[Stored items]

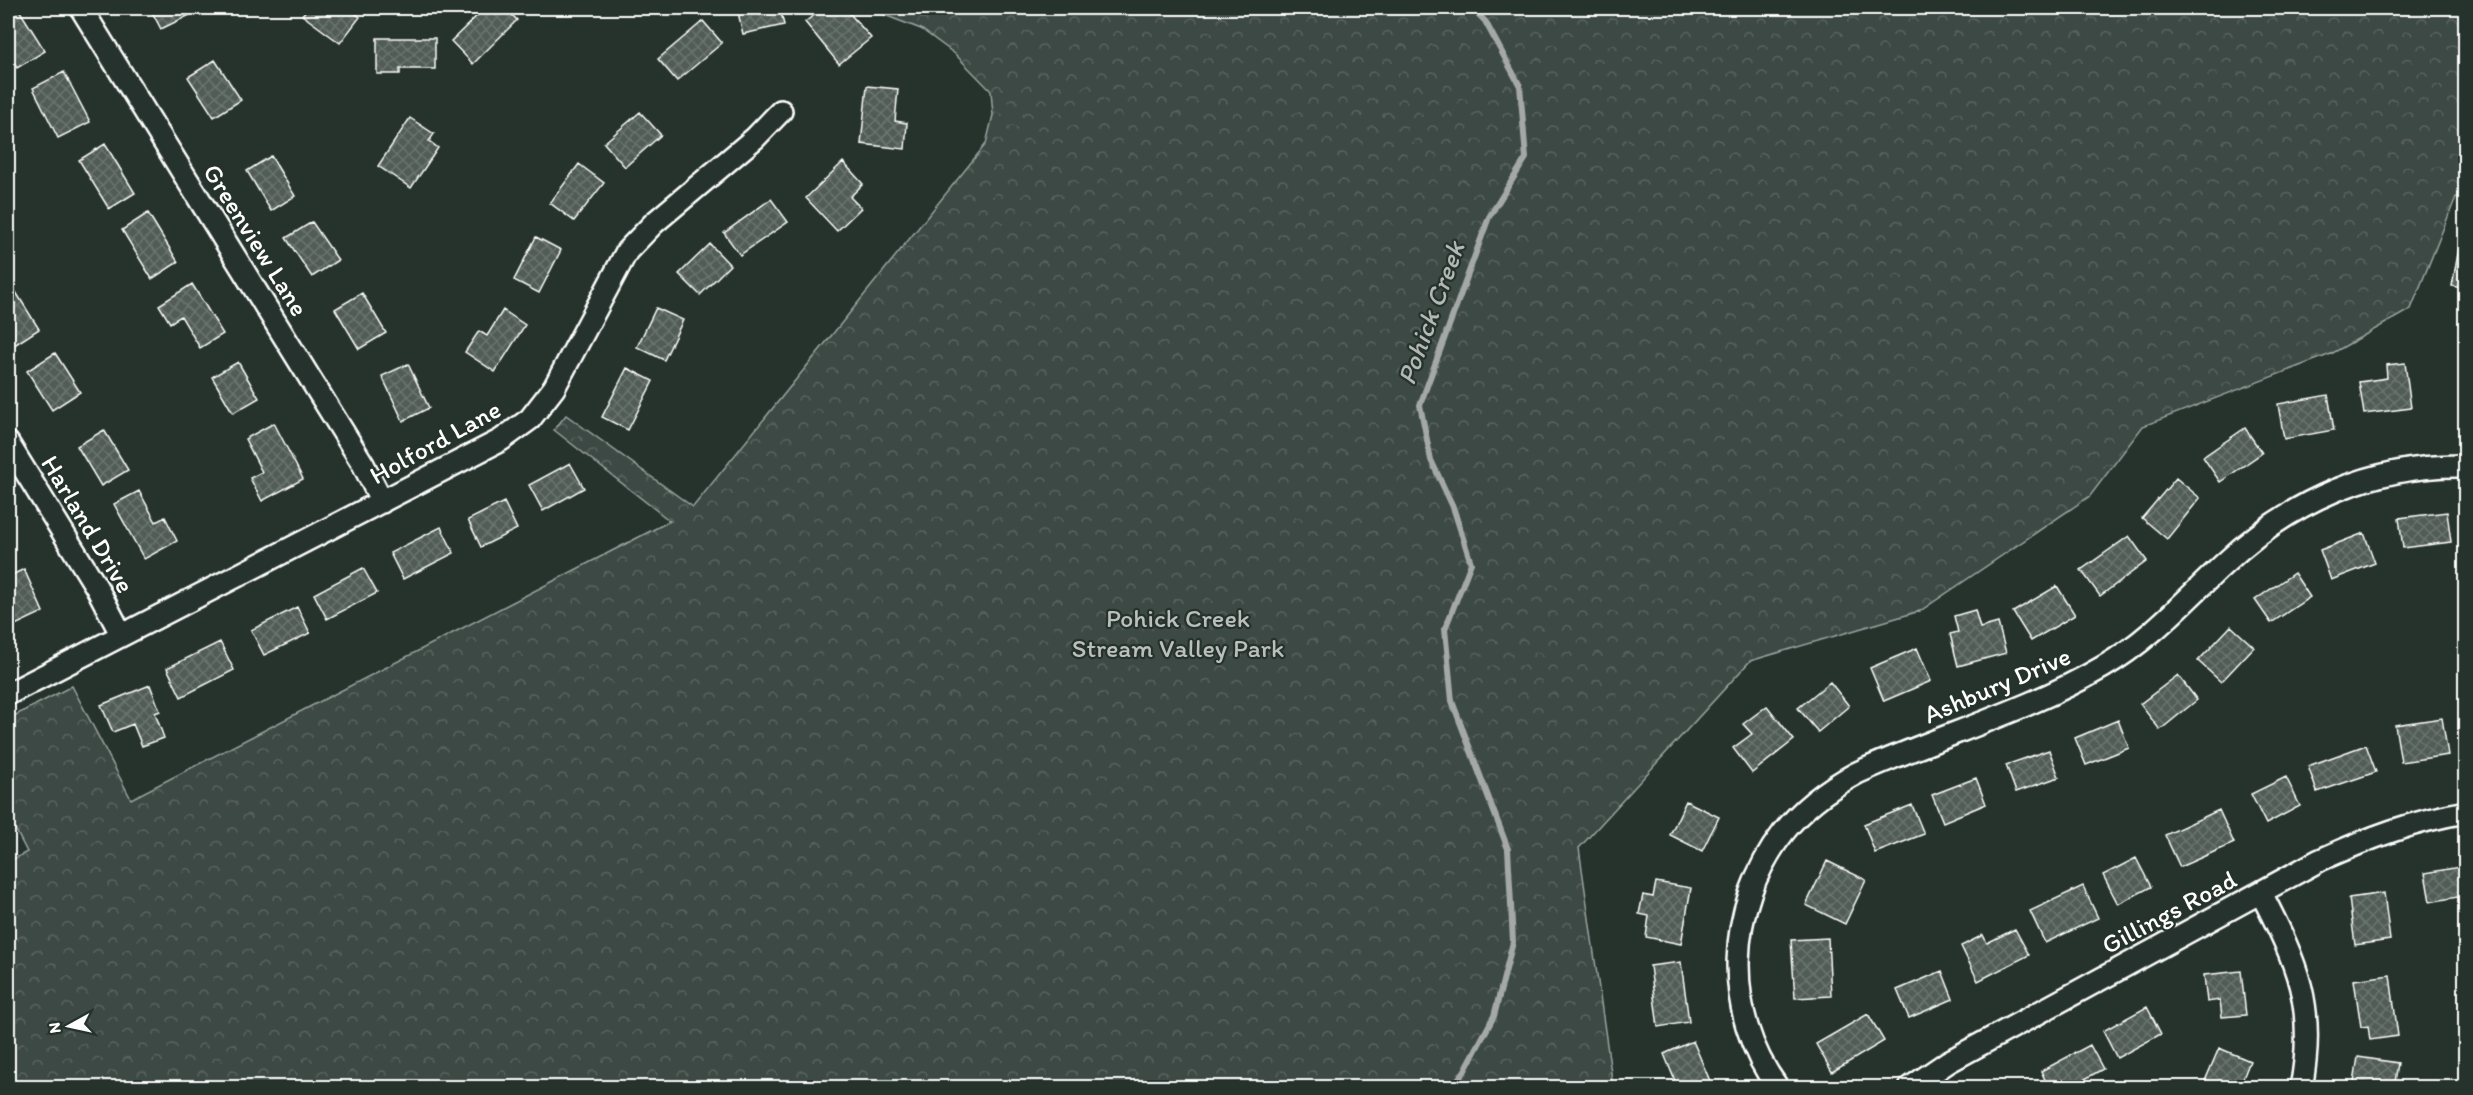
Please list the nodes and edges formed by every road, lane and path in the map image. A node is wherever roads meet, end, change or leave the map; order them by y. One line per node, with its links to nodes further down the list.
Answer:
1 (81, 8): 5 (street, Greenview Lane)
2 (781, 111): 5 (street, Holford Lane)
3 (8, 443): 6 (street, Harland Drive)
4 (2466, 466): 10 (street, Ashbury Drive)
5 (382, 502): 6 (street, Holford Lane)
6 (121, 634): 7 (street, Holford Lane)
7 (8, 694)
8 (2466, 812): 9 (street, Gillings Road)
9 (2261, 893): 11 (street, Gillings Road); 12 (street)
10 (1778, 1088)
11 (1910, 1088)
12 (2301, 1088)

---

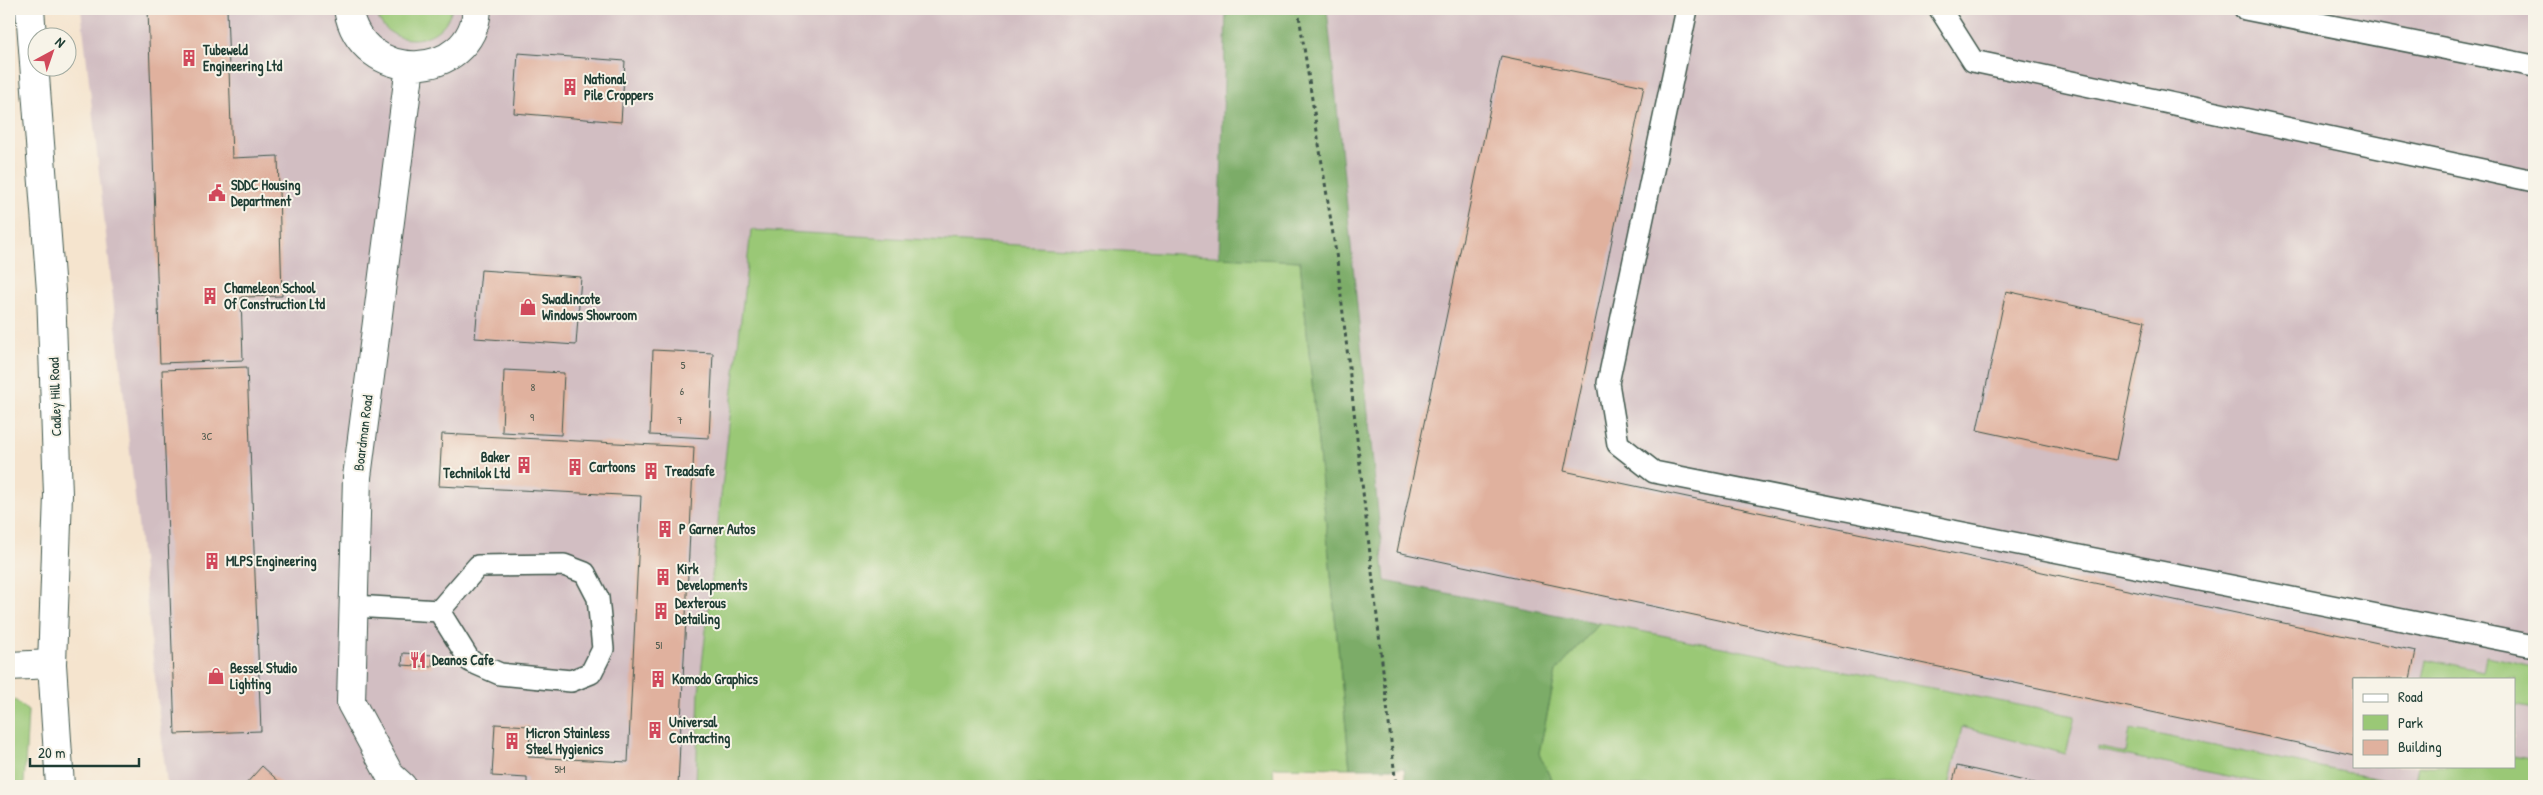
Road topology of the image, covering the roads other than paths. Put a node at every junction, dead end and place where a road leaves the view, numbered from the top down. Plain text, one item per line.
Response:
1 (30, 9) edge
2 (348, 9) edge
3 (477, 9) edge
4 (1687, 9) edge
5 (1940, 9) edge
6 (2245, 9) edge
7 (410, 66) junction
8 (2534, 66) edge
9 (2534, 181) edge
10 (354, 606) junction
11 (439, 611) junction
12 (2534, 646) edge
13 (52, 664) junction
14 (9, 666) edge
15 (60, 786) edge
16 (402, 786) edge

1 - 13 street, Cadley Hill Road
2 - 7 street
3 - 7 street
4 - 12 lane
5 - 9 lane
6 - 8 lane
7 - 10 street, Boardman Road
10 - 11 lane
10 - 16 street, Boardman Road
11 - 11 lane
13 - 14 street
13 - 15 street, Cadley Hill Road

» DESCRIPTION OF THE TASK:
As you read the records above, find each line that contains "image" and copy it.

» ANSWER SECTION:
Please list the nodes and edges formed by every road, lane and path in the map image. A node is wherever roads meet, end, change or leave the map; order them by y. One line per node, with its links to nodes further down the list.
Road topology of the image, covering the roads other than paths. Put a node at every junction, dead end and place where a road leaves the view, numbered from the top down. Plain text, one item per line.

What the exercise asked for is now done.